Question torture, la Turquie en connaît un rayon, mais voilà qu’elle vient d’en inventer une, qui ferait rêver tous les blogueurs littéraires de ma connaissance.

En Turquie, donc, relate le Courrier International (reprenant l’article publié à Beyrouth par le journal An-Nahar), quand on n’est pas sage, certains tribunaux vous collent une peine de lecture. Exemple : un type chopé en état d’ébriété dans sa bagnole, a été condamné en 2006 à lire pendant une heure et demie par jour, sous surveillance policière. Le bonhomme, qui déclare qu’il aurait largement préféré quinze jours de taule, s’est enfui par peur de perdre la face devant son entourage. Mais le plus drôle de l’anecdote, c’est que, vivant en clandestin pour n’avoir pas honoré sa peine, il se mit à culpabiliser et à compulser toutes sortes de biographies. Et s’est pris de passion pour la lecture.

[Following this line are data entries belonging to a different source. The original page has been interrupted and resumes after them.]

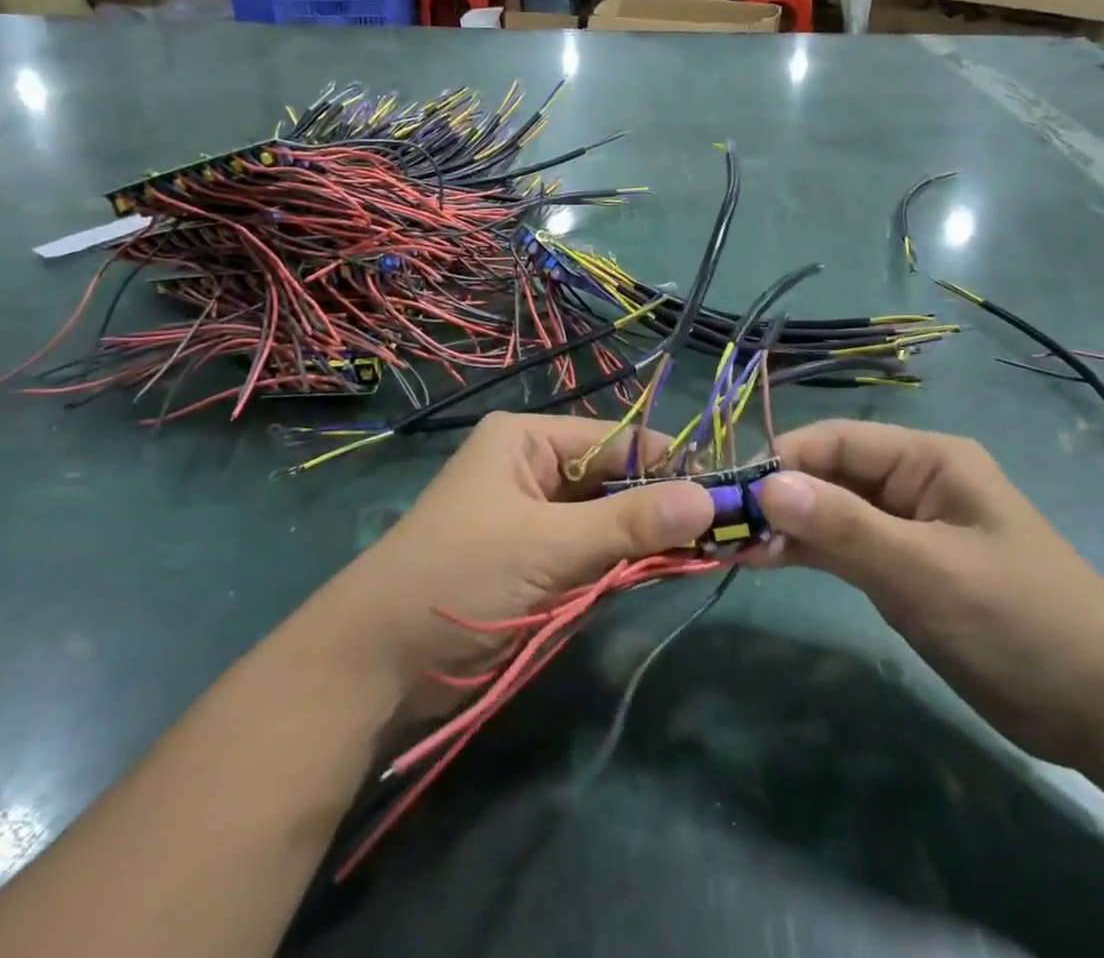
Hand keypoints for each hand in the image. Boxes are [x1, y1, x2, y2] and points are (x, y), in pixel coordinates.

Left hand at [311, 413, 713, 695]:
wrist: (378, 663)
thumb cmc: (460, 575)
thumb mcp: (548, 544)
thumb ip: (628, 523)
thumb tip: (709, 499)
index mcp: (528, 440)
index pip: (617, 440)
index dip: (669, 464)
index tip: (725, 492)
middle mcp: (534, 469)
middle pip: (614, 478)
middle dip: (661, 504)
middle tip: (723, 530)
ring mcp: (535, 518)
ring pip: (608, 518)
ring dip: (646, 538)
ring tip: (705, 551)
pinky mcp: (537, 562)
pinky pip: (593, 552)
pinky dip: (623, 564)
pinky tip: (663, 572)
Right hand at [752, 420, 1103, 772]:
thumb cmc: (1023, 621)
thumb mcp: (929, 571)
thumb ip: (846, 527)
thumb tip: (766, 485)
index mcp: (926, 459)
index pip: (836, 442)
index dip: (783, 460)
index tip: (731, 492)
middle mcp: (911, 483)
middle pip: (828, 475)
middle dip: (777, 497)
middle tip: (721, 526)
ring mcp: (905, 528)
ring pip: (829, 513)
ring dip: (785, 527)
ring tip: (730, 546)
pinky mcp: (902, 570)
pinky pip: (842, 548)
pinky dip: (805, 553)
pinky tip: (764, 561)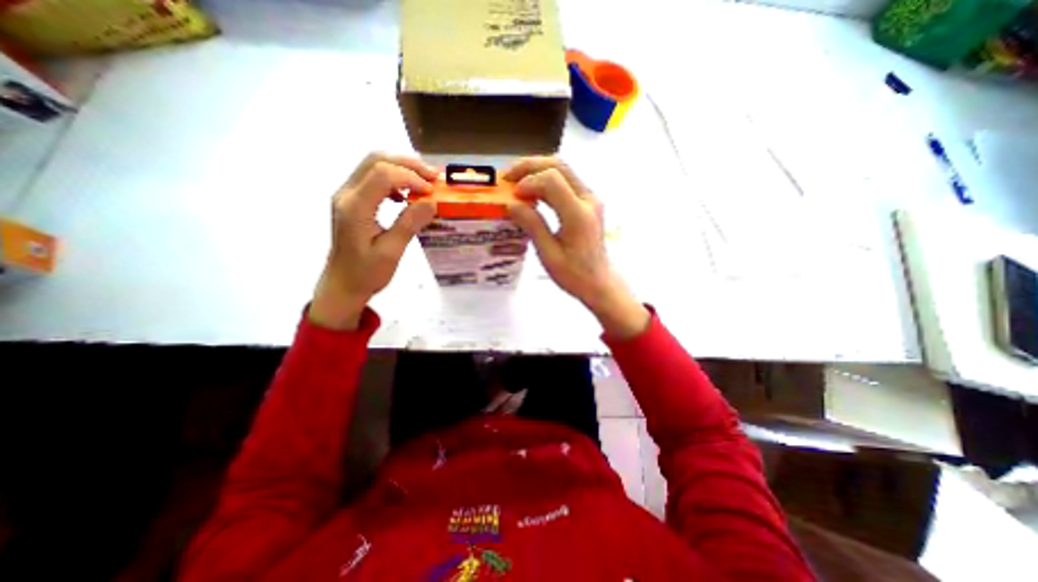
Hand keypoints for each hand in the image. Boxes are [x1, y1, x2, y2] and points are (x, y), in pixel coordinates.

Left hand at [308, 153, 437, 329]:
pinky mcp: (352, 201)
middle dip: (408, 164)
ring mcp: (347, 195)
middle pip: (376, 160)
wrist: (342, 285)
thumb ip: (409, 224)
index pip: (383, 174)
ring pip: (374, 164)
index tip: (432, 192)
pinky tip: (406, 194)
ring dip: (402, 167)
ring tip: (426, 181)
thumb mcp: (391, 252)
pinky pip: (373, 177)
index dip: (411, 177)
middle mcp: (347, 194)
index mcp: (355, 207)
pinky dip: (394, 178)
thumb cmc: (366, 273)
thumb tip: (431, 202)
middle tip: (434, 176)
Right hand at [506, 160, 646, 340]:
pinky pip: (565, 180)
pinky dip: (545, 179)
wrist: (599, 281)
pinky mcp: (588, 201)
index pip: (552, 181)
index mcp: (578, 215)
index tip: (512, 197)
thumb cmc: (573, 275)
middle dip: (529, 166)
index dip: (528, 183)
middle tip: (507, 178)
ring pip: (563, 169)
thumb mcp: (549, 254)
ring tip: (515, 181)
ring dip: (537, 170)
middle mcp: (588, 200)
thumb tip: (511, 204)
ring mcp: (590, 198)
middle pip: (559, 165)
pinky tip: (531, 191)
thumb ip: (532, 226)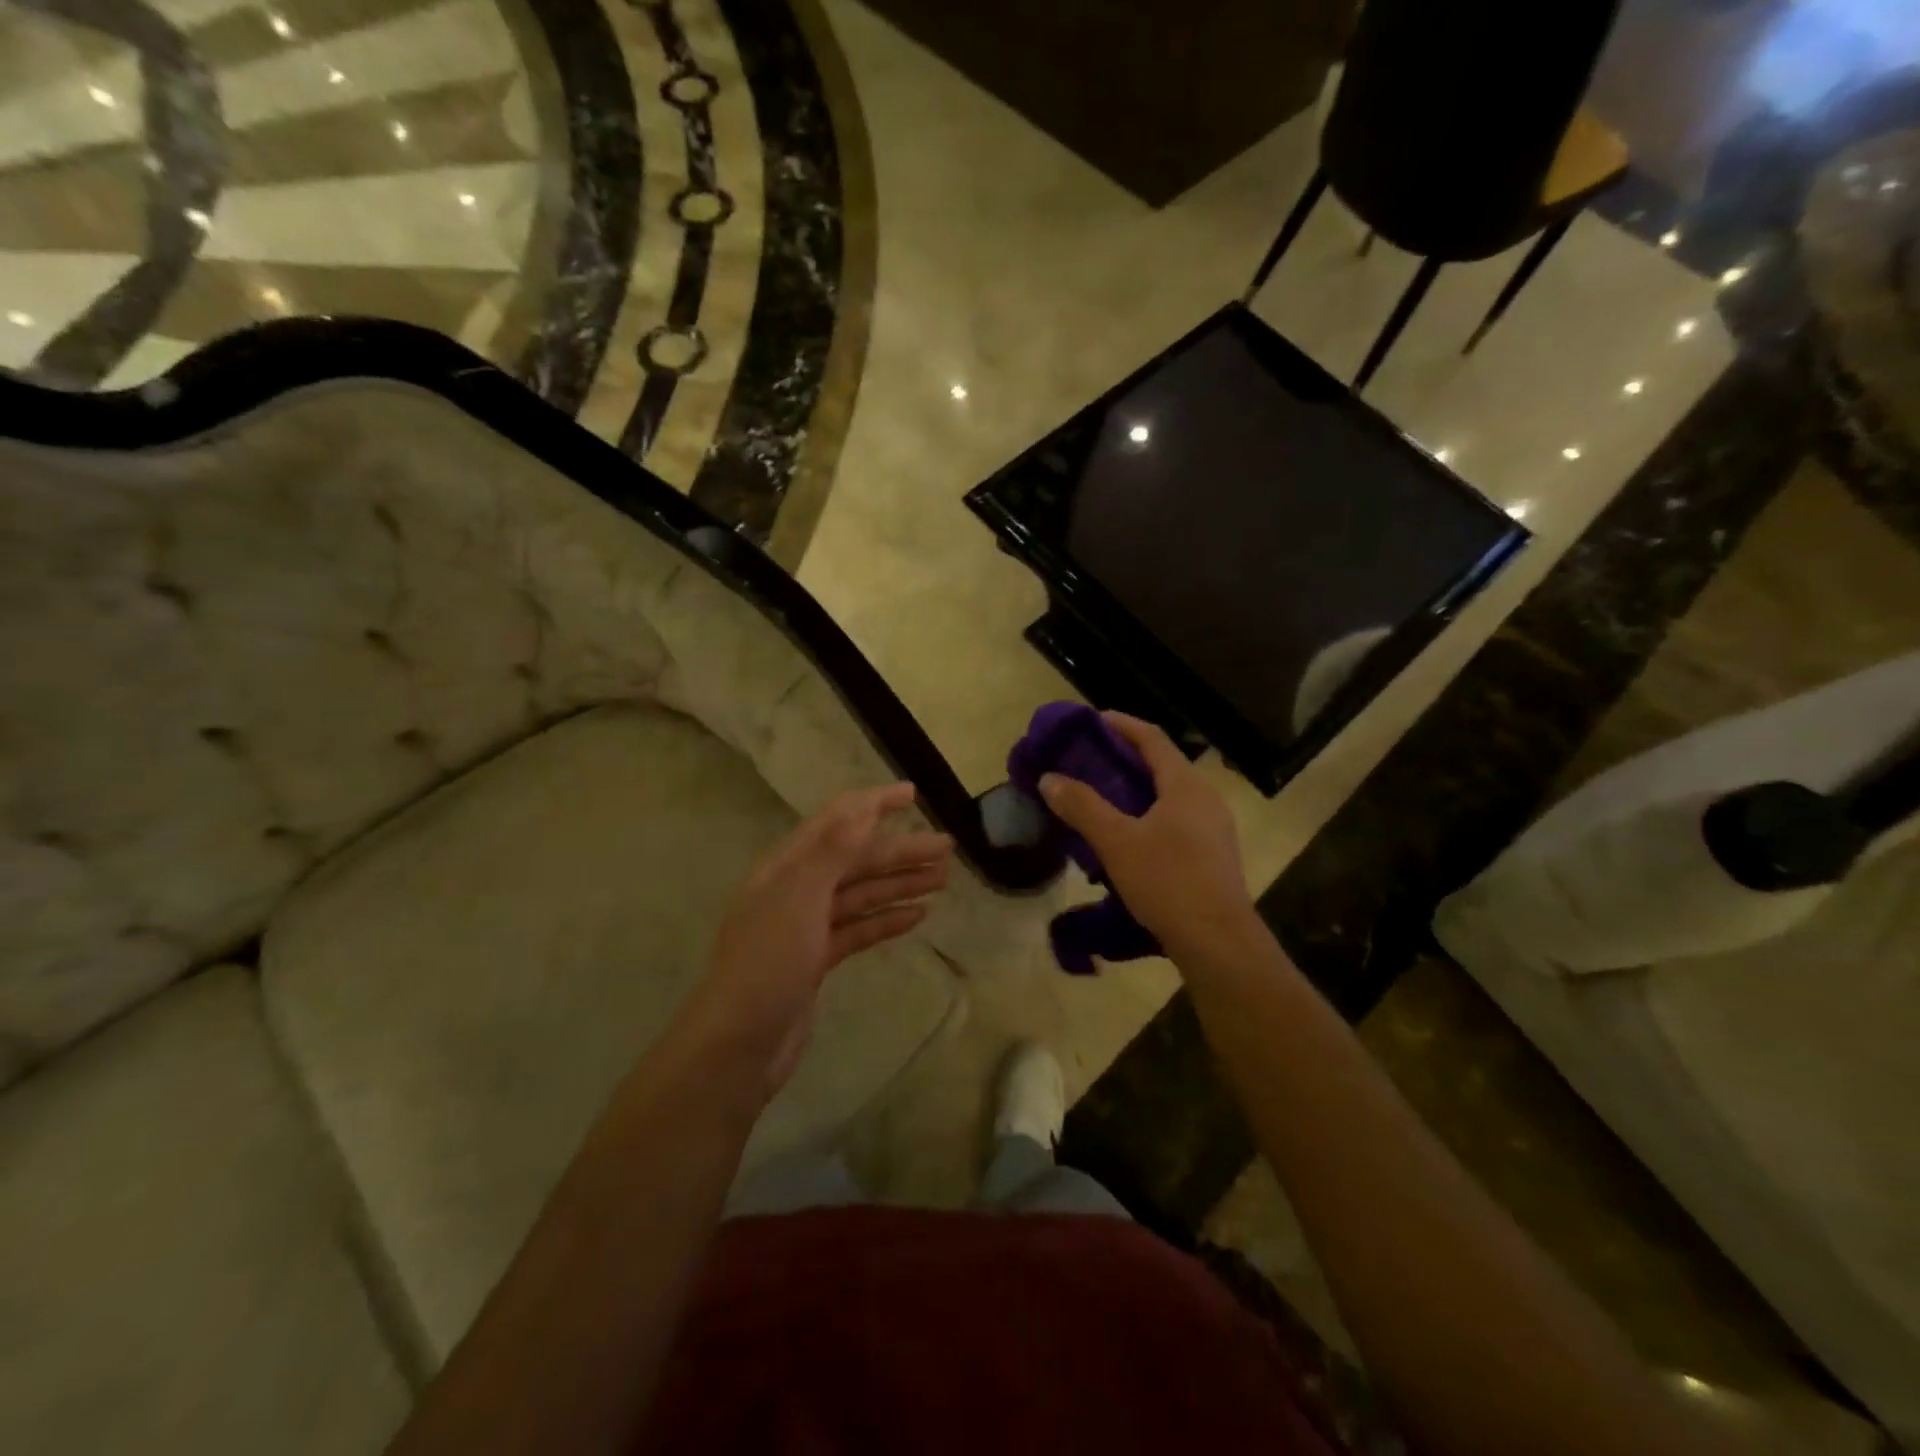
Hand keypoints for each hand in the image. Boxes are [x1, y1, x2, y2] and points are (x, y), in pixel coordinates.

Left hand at [675, 783, 951, 1098]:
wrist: (737, 1045)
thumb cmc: (767, 963)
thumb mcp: (798, 898)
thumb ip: (832, 851)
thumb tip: (863, 808)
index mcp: (786, 866)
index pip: (836, 822)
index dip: (873, 804)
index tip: (912, 793)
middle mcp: (796, 889)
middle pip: (856, 860)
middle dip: (900, 851)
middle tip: (948, 848)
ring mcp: (806, 925)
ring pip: (861, 894)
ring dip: (900, 883)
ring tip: (943, 879)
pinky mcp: (817, 959)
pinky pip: (859, 929)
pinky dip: (886, 919)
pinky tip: (917, 915)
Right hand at [1039, 713, 1254, 957]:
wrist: (1218, 942)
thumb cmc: (1168, 881)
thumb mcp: (1116, 841)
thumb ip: (1082, 806)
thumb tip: (1050, 778)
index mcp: (1185, 785)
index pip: (1152, 738)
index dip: (1121, 725)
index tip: (1092, 721)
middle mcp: (1205, 799)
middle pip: (1162, 766)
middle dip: (1124, 760)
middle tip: (1088, 764)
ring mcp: (1214, 829)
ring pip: (1168, 797)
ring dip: (1135, 792)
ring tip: (1101, 802)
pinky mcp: (1213, 856)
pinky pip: (1176, 822)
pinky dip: (1148, 818)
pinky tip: (1127, 841)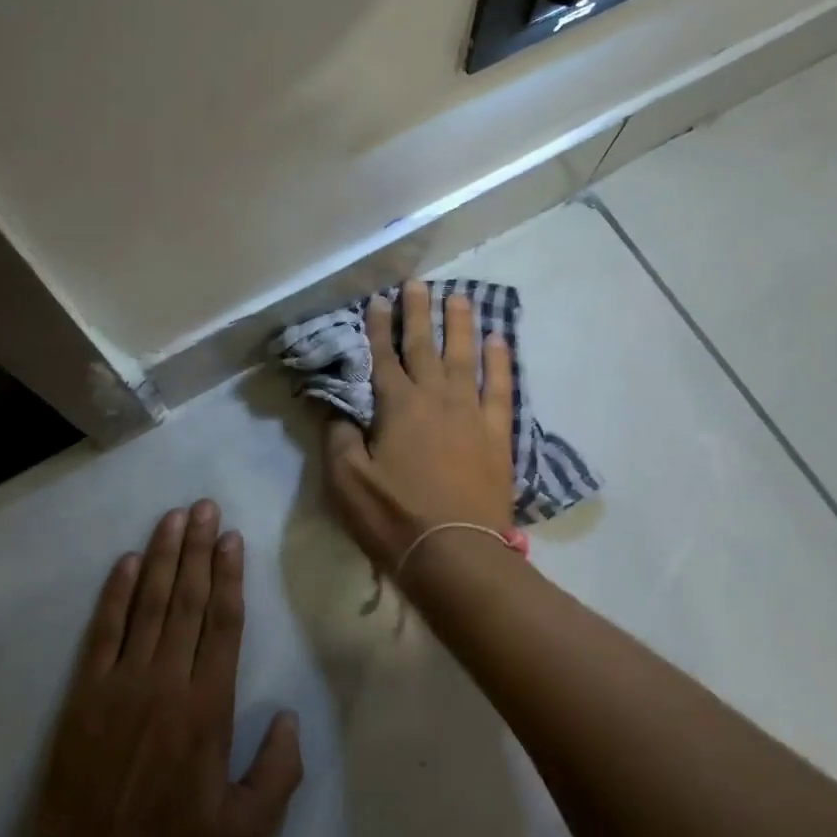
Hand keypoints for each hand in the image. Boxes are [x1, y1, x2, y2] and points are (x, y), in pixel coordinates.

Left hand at [24, 502, 303, 836]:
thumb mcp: (246, 830)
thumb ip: (280, 772)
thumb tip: (291, 715)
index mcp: (208, 706)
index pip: (223, 623)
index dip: (229, 575)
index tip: (231, 537)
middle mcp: (168, 680)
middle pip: (188, 600)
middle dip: (197, 548)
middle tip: (204, 506)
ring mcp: (123, 682)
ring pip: (148, 604)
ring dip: (162, 557)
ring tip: (173, 517)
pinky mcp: (86, 693)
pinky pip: (103, 631)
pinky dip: (115, 593)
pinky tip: (125, 561)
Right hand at [323, 281, 516, 572]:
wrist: (456, 553)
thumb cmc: (395, 517)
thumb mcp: (347, 482)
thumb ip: (338, 437)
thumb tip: (335, 407)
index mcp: (396, 406)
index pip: (383, 357)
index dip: (379, 327)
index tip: (378, 300)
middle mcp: (434, 397)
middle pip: (424, 345)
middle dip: (418, 312)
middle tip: (417, 283)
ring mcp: (470, 412)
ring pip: (464, 356)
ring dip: (460, 325)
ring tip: (460, 297)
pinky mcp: (496, 433)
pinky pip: (501, 387)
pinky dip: (500, 362)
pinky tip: (499, 341)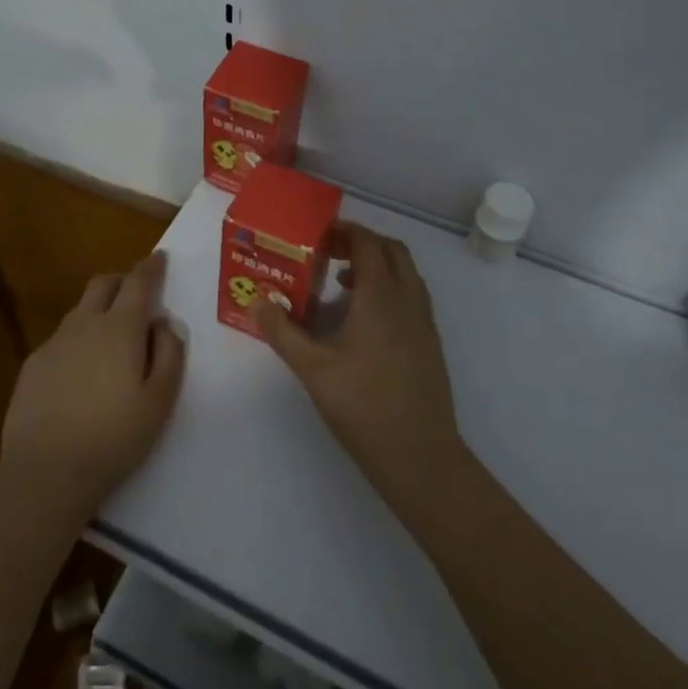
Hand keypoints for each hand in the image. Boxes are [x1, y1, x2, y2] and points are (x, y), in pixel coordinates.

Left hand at [0, 252, 185, 519]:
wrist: (47, 472)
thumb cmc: (114, 437)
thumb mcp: (160, 400)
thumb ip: (169, 354)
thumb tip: (164, 323)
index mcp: (120, 328)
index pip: (138, 282)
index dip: (151, 267)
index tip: (160, 257)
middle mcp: (84, 324)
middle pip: (103, 284)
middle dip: (122, 280)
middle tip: (137, 295)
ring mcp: (54, 343)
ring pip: (80, 311)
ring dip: (98, 311)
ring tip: (111, 339)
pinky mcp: (32, 366)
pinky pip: (61, 339)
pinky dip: (78, 340)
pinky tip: (81, 373)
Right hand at [254, 224, 467, 508]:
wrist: (420, 456)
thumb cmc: (363, 406)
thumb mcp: (313, 369)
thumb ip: (283, 331)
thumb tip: (257, 302)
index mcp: (381, 296)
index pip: (367, 243)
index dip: (343, 232)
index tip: (316, 236)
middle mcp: (408, 299)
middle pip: (391, 250)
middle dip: (361, 244)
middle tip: (327, 254)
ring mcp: (424, 321)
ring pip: (405, 273)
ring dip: (376, 266)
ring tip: (340, 284)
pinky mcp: (430, 342)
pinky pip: (411, 296)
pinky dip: (389, 289)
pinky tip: (362, 320)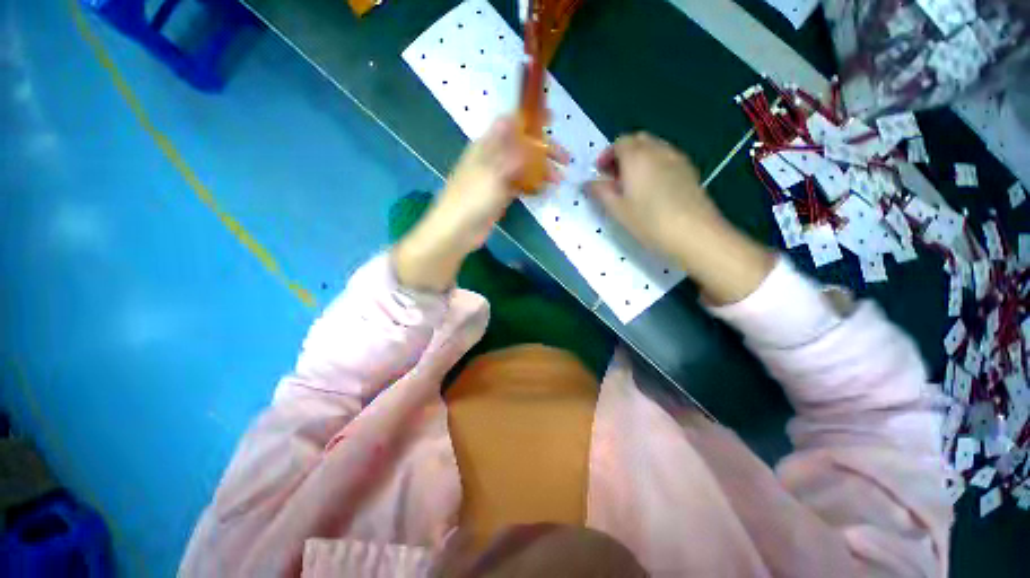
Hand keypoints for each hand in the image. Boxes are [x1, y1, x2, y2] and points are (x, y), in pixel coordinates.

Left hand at [394, 117, 566, 290]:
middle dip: (544, 150)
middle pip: (522, 145)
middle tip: (564, 160)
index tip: (552, 119)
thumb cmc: (472, 199)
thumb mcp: (493, 172)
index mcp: (487, 145)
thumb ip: (511, 152)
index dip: (530, 118)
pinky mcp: (500, 195)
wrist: (457, 231)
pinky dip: (532, 185)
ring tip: (558, 180)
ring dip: (542, 170)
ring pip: (523, 166)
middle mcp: (493, 157)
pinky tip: (544, 191)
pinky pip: (520, 185)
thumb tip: (525, 130)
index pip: (510, 122)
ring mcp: (496, 178)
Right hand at [587, 133, 773, 304]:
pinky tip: (652, 188)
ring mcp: (677, 158)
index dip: (607, 156)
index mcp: (637, 157)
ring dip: (639, 159)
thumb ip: (601, 192)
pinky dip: (654, 165)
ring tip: (633, 184)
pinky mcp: (689, 170)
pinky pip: (666, 158)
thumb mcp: (617, 210)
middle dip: (623, 154)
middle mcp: (658, 150)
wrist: (695, 234)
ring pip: (654, 148)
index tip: (600, 174)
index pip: (619, 142)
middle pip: (638, 140)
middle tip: (614, 177)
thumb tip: (590, 182)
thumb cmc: (649, 222)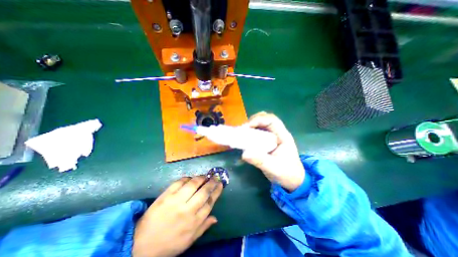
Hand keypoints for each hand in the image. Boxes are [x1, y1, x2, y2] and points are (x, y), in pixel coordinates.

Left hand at [133, 175, 223, 256]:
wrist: (141, 244)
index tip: (221, 184)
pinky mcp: (166, 195)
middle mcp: (187, 210)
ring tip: (204, 176)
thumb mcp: (189, 240)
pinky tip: (190, 178)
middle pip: (204, 191)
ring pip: (193, 184)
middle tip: (215, 177)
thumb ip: (203, 227)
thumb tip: (216, 217)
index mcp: (194, 221)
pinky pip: (179, 182)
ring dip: (201, 178)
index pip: (210, 202)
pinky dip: (187, 178)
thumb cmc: (169, 243)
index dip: (217, 191)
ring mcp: (176, 201)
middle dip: (211, 182)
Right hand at [244, 111, 302, 190]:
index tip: (246, 127)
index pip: (272, 120)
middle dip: (253, 120)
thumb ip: (260, 160)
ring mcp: (273, 136)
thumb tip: (244, 154)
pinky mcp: (268, 141)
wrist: (292, 181)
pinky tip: (245, 138)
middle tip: (243, 129)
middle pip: (266, 118)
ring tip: (242, 132)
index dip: (258, 120)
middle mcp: (278, 133)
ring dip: (251, 125)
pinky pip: (258, 132)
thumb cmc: (286, 173)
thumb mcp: (274, 168)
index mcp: (283, 136)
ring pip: (261, 124)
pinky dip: (251, 132)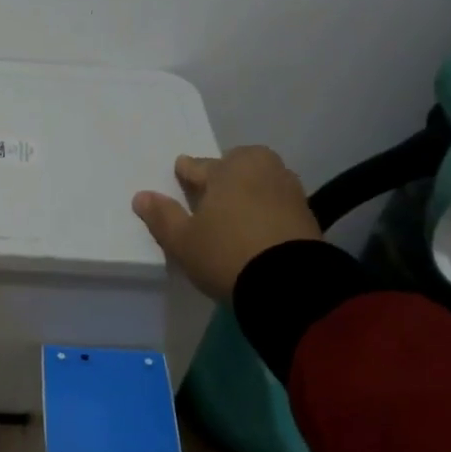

Toujours d’après l’article du Courrier International, certains condamnés se sentent profondément humiliés par cette peine pédagogique. La prison et la garde à vue leur semblent préférables. « Personne n’a le droit de jouer avec mon honneur », s’est écrié un homme (père et mari violent) à qui le juge avait imposé  de lire des livres sur l’éducation et la famille.

Que penser? En France, le premier type qui conduit bourré se jetterait sur l’opportunité d’avoir à lire du Marc Lévy pour se débarrasser de son amende, non?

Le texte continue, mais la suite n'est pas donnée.